What has triggered the current debate?

  • A while ago, Kerala government issued protocols to confirm brain death cases with the intention of making organ transplantation more transparent.
  • This has brought to the fore, the lack of clarity, medically and ethically, about assessing when the moment of death has occurred.
  • India needs clear standard operating procedures as well as a legal definition of death in order to ensure ethical conformity questions of life and death.

How did death become a grey concept?

  • Historically, life was strongly linked to heart pumping blood and death was consequently identified by cardio-respiratory failure.
  • Doctors would feel for a pulse, check for breath, and sometimes even hold a mirror before the nose to test for condensation.
  • But the arrival of the modern ventilator upended the metrics of life and as intensive care medicine took shape, defining death became more complex.
  • Advances in medi-care also furthered neurosciences and terms like “death of the nervous system” and “irreversible coma” are no longer valid.
  • Hence, defining life and death has now gone beyond the mere factual bodily indicators and has encompassed the domain ethics and philosophy.

What is the current legal status of death in India?

  • Presently, in India, two Acts give different answers.
  • Brainstem death - This (different from brain death) is acknowledged in the Transplantation of Human Organs Act, 1994.
  • According to this, a deceased person is one “in whom permanent disappearance of all evidence of life occurs”.
  • It encompasses in its ambit both “brain stem death” and “cardio-pulmonary” cessation, at any time after live birth has taken place.
  • Record Keeping Act - “Registration of Birth and Death Act, 1969” excludes the diagnosis of brain death and covers only cardio-respiratory aspects of life. 
  • Notably, while a patient on ventilator support is not deemed dead as per this act although he might be brain dead.  

How is the ambiguity on life and death playing out elsewhere?

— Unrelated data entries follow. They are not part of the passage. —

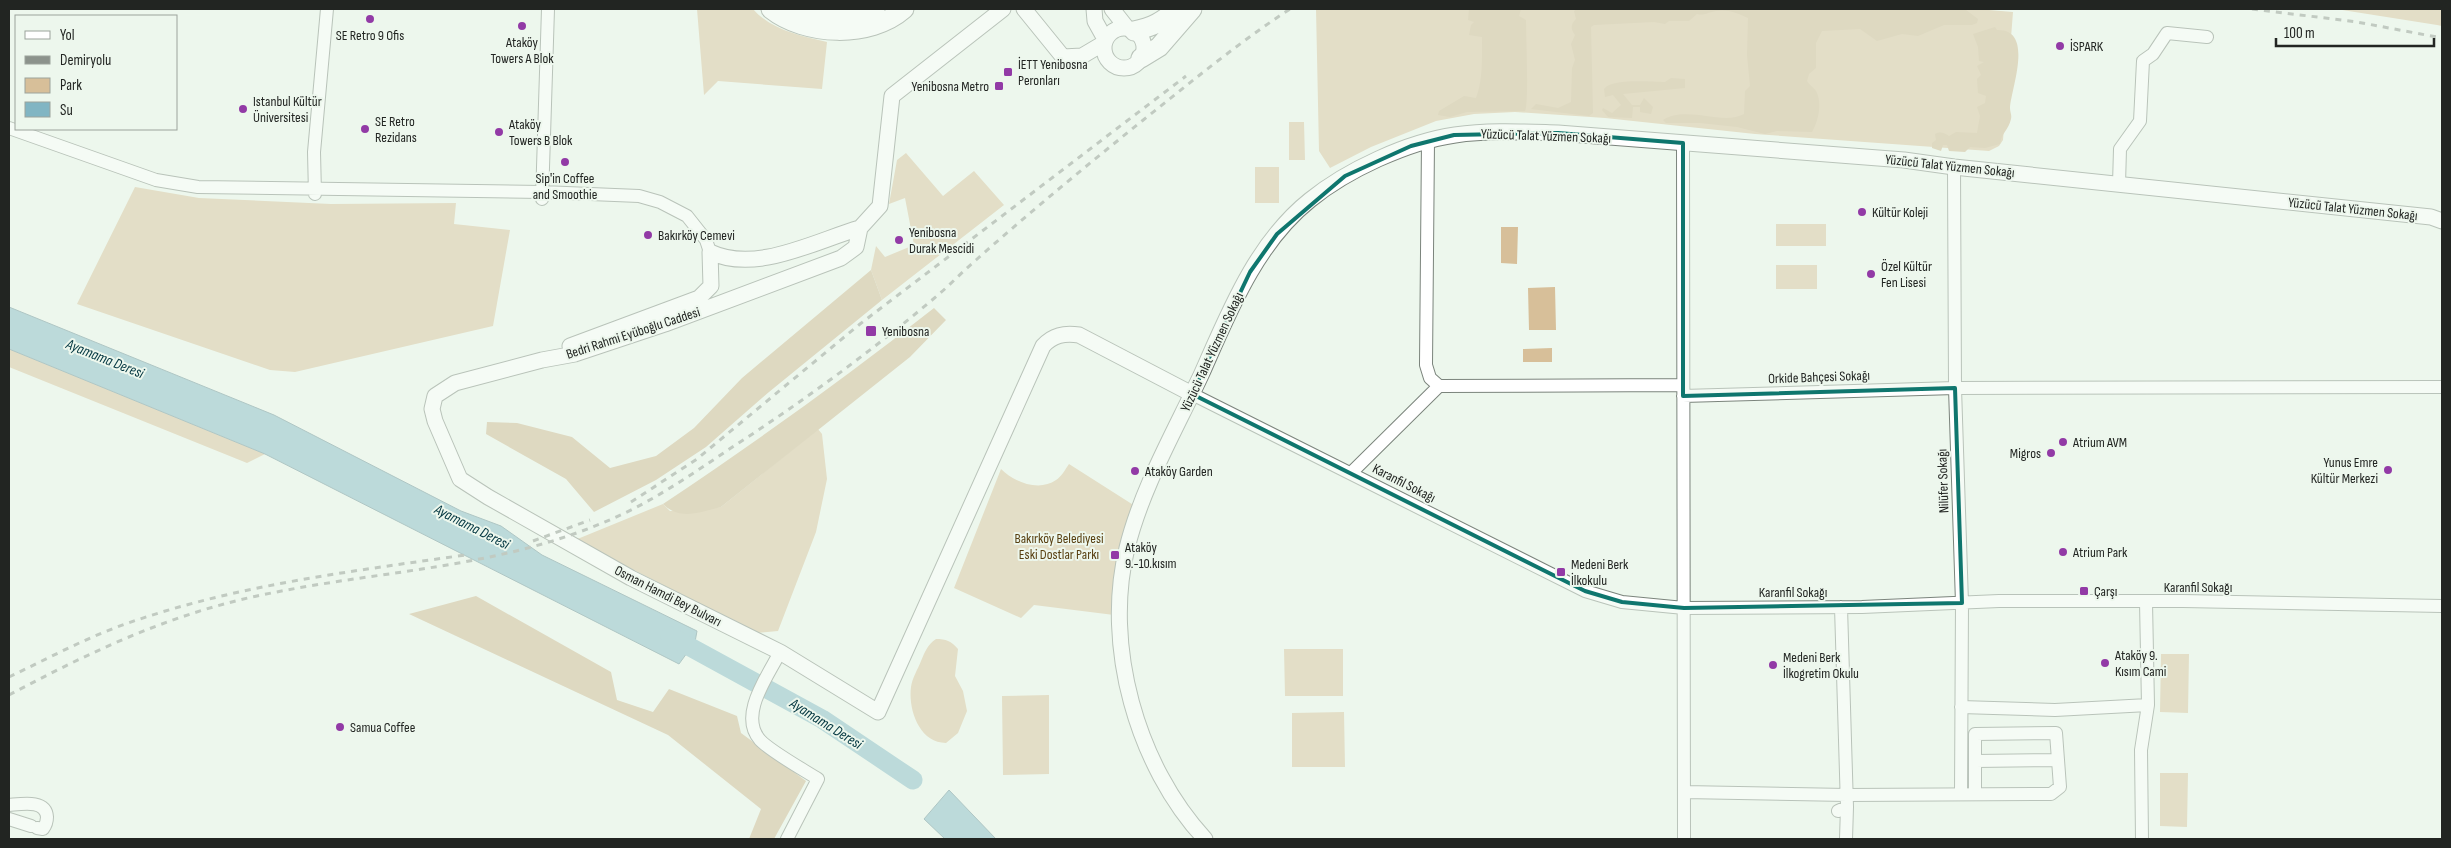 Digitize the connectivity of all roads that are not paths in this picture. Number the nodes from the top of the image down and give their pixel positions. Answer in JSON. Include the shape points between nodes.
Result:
{"nodes":[{"id":1,"x":326,"y":9,"type":"edge"},
{"id":2,"x":548,"y":9,"type":"edge"},
{"id":3,"x":771,"y":9,"type":"edge"},
{"id":4,"x":798,"y":9,"type":"edge"},
{"id":5,"x":875,"y":9,"type":"edge"},
{"id":6,"x":1003,"y":9,"type":"edge"},
{"id":7,"x":1024,"y":9,"type":"edge"},
{"id":8,"x":1094,"y":9,"type":"edge"},
{"id":9,"x":1112,"y":9,"type":"edge"},
{"id":10,"x":1176,"y":9,"type":"edge"},
{"id":11,"x":1192,"y":9,"type":"edge"},
{"id":12,"x":900,"y":10,"type":"edge"},
{"id":13,"x":1130,"y":30,"type":"junction"},
{"id":14,"x":2207,"y":37,"type":"dead end"},
{"id":15,"x":1105,"y":41,"type":"junction"},
{"id":16,"x":1141,"y":58,"type":"junction"},
{"id":17,"x":9,"y":128,"type":"edge"},
{"id":18,"x":9,"y":134,"type":"edge"},
{"id":19,"x":1428,"y":141,"type":"junction"},
{"id":20,"x":1683,"y":143,"type":"junction"},
{"id":21,"x":1954,"y":167,"type":"junction"},
{"id":22,"x":2119,"y":184,"type":"junction"},
{"id":23,"x":315,"y":191,"type":"junction"},
{"id":24,"x":542,"y":195,"type":"junction"},
{"id":25,"x":2442,"y":221,"type":"edge"},
{"id":26,"x":860,"y":228,"type":"junction"},
{"id":27,"x":710,"y":252,"type":"junction"},
{"id":28,"x":710,"y":286,"type":"junction"},
{"id":29,"x":723,"y":302,"type":"junction"},
{"id":30,"x":542,"y":360,"type":"junction"},
{"id":31,"x":1439,"y":386,"type":"junction"},
{"id":32,"x":1955,"y":388,"type":"junction"},
{"id":33,"x":2442,"y":388,"type":"edge"},
{"id":34,"x":1683,"y":391,"type":"junction"},
{"id":35,"x":1192,"y":394,"type":"junction"},
{"id":36,"x":1351,"y":473,"type":"junction"},
{"id":37,"x":460,"y":479,"type":"joint"},
{"id":38,"x":2146,"y":602,"type":"junction"},
{"id":39,"x":1962,"y":603,"type":"junction"},
{"id":40,"x":2442,"y":606,"type":"edge"},
{"id":41,"x":1841,"y":607,"type":"junction"},
{"id":42,"x":1684,"y":608,"type":"junction"},
{"id":43,"x":777,"y":657,"type":"junction"},
{"id":44,"x":2148,"y":705,"type":"junction"},
{"id":45,"x":1961,"y":707,"type":"junction"},
{"id":46,"x":2058,"y":760,"type":"junction"},
{"id":47,"x":1975,"y":761,"type":"junction"},
{"id":48,"x":1684,"y":792,"type":"junction"},
{"id":49,"x":1961,"y":794,"type":"junction"},
{"id":50,"x":1975,"y":794,"type":"junction"},
{"id":51,"x":1844,"y":804,"type":"junction"},
{"id":52,"x":9,"y":805,"type":"edge"},
{"id":53,"x":9,"y":818,"type":"edge"},
{"id":54,"x":787,"y":839,"type":"edge"},
{"id":55,"x":1205,"y":839,"type":"edge"},
{"id":56,"x":1684,"y":839,"type":"edge"},
{"id":57,"x":1846,"y":839,"type":"edge"},
{"id":58,"x":2142,"y":839,"type":"edge"}],
"edges":[{"from":1,"to":23,"type":"street","via":[[314,152]]},
{"from":2,"to":24,"type":"street"},
{"from":3,"to":12,"type":"main road","via":[[803,26],[828,30],[859,28]]},
{"from":4,"to":5,"type":"main road","via":[[838,17]]},
{"from":6,"to":26,"type":"street","name":"Bedri Rahmi Eyüboğlu Caddesi","via":[[892,96],[880,206]]},
{"from":7,"to":15,"type":"street","via":[[1063,57],[1082,56]]},
{"from":8,"to":15,"type":"street","via":[[1095,21]]},
{"from":9,"to":13,"type":"street"},
{"from":10,"to":13,"type":"main road","via":[[1166,20],[1151,28]]},
{"from":11,"to":16,"type":"main road","via":[[1158,47]]},
{"from":13,"to":15,"type":"street","via":[[1116,30]]},
{"from":13,"to":16,"type":"street","via":[[1139,35],[1144,46]]},
{"from":14,"to":22,"type":"street","via":[[2167,33],[2153,54],[2143,61],[2140,120],[2120,149]]},
{"from":15,"to":16,"type":"street","via":[[1105,55],[1118,68],[1131,67]]},
{"from":17,"to":23,"type":"street","via":[[174,184]]},
{"from":18,"to":23,"type":"street","via":[[173,189],[237,194]]},
{"from":19,"to":20,"type":"street","name":"Yüzücü Talat Yüzmen Sokağı","via":[[1454,135],[1501,132]]},
{"from":19,"to":31,"type":"street","via":[[1426,365],[1430,378]]},
{"from":19,"to":35,"type":"street","name":"Yüzücü Talat Yüzmen Sokağı","via":[[1345,176],[1308,201],[1277,234],[1250,272]]},
{"from":20,"to":21,"type":"street","name":"Yüzücü Talat Yüzmen Sokağı","via":[[1904,160]]},
{"from":20,"to":34,"type":"street"},
{"from":21,"to":22,"type":"street","name":"Yüzücü Talat Yüzmen Sokağı"},
{"from":21,"to":32,"type":"street","name":"Nilüfer Sokağı"},
{"from":22,"to":25,"type":"street","name":"Yüzücü Talat Yüzmen Sokağı","via":[[2431,217]]},
{"from":23,"to":24,"type":"street"},
{"from":24,"to":27,"type":"street","via":[[655,205],[683,222]]},
{"from":26,"to":27,"type":"street","via":[[761,259],[733,260]]},
{"from":26,"to":29,"type":"street","name":"Bedri Rahmi Eyüboğlu Caddesi","via":[[856,247],[841,258]]},
{"from":27,"to":28,"type":"street"},
{"from":28,"to":29,"type":"street","name":"Bedri Rahmi Eyüboğlu Caddesi","via":[[714,296]]},
{"from":28,"to":30,"type":"street","name":"Bedri Rahmi Eyüboğlu Caddesi","via":[[699,298],[597,335]]},
{"from":29,"to":30,"type":"street","name":"Bedri Rahmi Eyüboğlu Caddesi","via":[[575,354]]},
{"from":30,"to":37,"type":"street","name":"Bedri Rahmi Eyüboğlu Caddesi","via":[[455,383],[435,396],[432,408],[435,421]]},
{"from":31,"to":34,"type":"street"},
{"from":31,"to":36,"type":"street"},
{"from":32,"to":33,"type":"street","name":"Orkide Bahçesi Sokağı"},
{"from":32,"to":34,"type":"street","name":"Orkide Bahçesi Sokağı"},
{"from":32,"to":39,"type":"street","name":"Nilüfer Sokağı"},
{"from":34,"to":42,"type":"street"},
{"from":35,"to":36,"type":"street","name":"Karanfil Sokağı"},
{"from":35,"to":43,"type":"street","name":"Osman Hamdi Bey Bulvarı","via":[[1079,335],[1059,335],[1050,339],[1043,346],[878,712]]},
{"from":35,"to":55,"type":"street","name":"Yüzücü Talat Yüzmen Sokağı","via":[[1141,504],[1127,548],[1121,586],[1120,627],[1124,671],[1133,712],[1151,756],[1174,797]]},
{"from":36,"to":42,"type":"street","name":"Karanfil Sokağı","via":[[1585,591],[1622,602]]},
{"from":37,"to":43,"type":"street","name":"Osman Hamdi Bey Bulvarı","via":[[631,578]]},
{"from":38,"to":39,"type":"street","name":"Karanfil Sokağı"},
{"from":38,"to":40,"type":"street","name":"Karanfil Sokağı"},
{"from":38,"to":44,"type":"street"},
{"from":39,"to":41,"type":"street","name":"Karanfil Sokağı"},
{"from":39,"to":45,"type":"street","name":"Nilüfer Sokağı"},
{"from":41,"to":42,"type":"street","name":"Karanfil Sokağı"},
{"from":41,"to":51,"type":"street"},
{"from":42,"to":48,"type":"street"},
{"from":43,"to":54,"type":"street","via":[[755,703],[752,725],[760,740],[818,779]]},
{"from":44,"to":45,"type":"street","via":[[2055,710]]},
{"from":44,"to":58,"type":"street","via":[[2141,750]]},
{"from":45,"to":49,"type":"street","name":"Nilüfer Sokağı"},
{"from":46,"to":47,"type":"street"},
{"from":46,"to":47,"type":"street","via":[[2056,733],[1975,734]]},
{"from":46,"to":50,"type":"street","via":[[2060,787],[2051,794]]},
{"from":47,"to":50,"type":"street"},
{"from":48,"to":51,"type":"street"},
{"from":48,"to":56,"type":"street"},
{"from":49,"to":50,"type":"street"},
{"from":49,"to":51,"type":"street"},
{"from":51,"to":57,"type":"street"},
{"from":52,"to":53,"type":"street","via":[[40,805],[47,814],[42,829]]}]}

  • In the U.S., the case of Jahi McMath who was declared brain dead at 13 has fuelled the debate on what constitutes death.
  • Notably, she is now 17 and survives on life support, and even attained puberty in the 4 years after she was declared brain dead. 
  • Experts - Many opine that although legal definitions typically indent to define a bright border between life and death, biology of life is a lot more fluid.
  • Further, diagnosis of brain death functions is a self-fulfilling prophecy as once the ventilators are dis-connected, cardio-respiratory death follows invariably.
  • While biology and law function differently, clear standard operating procedures and a legal definition would nonetheless help in functionality.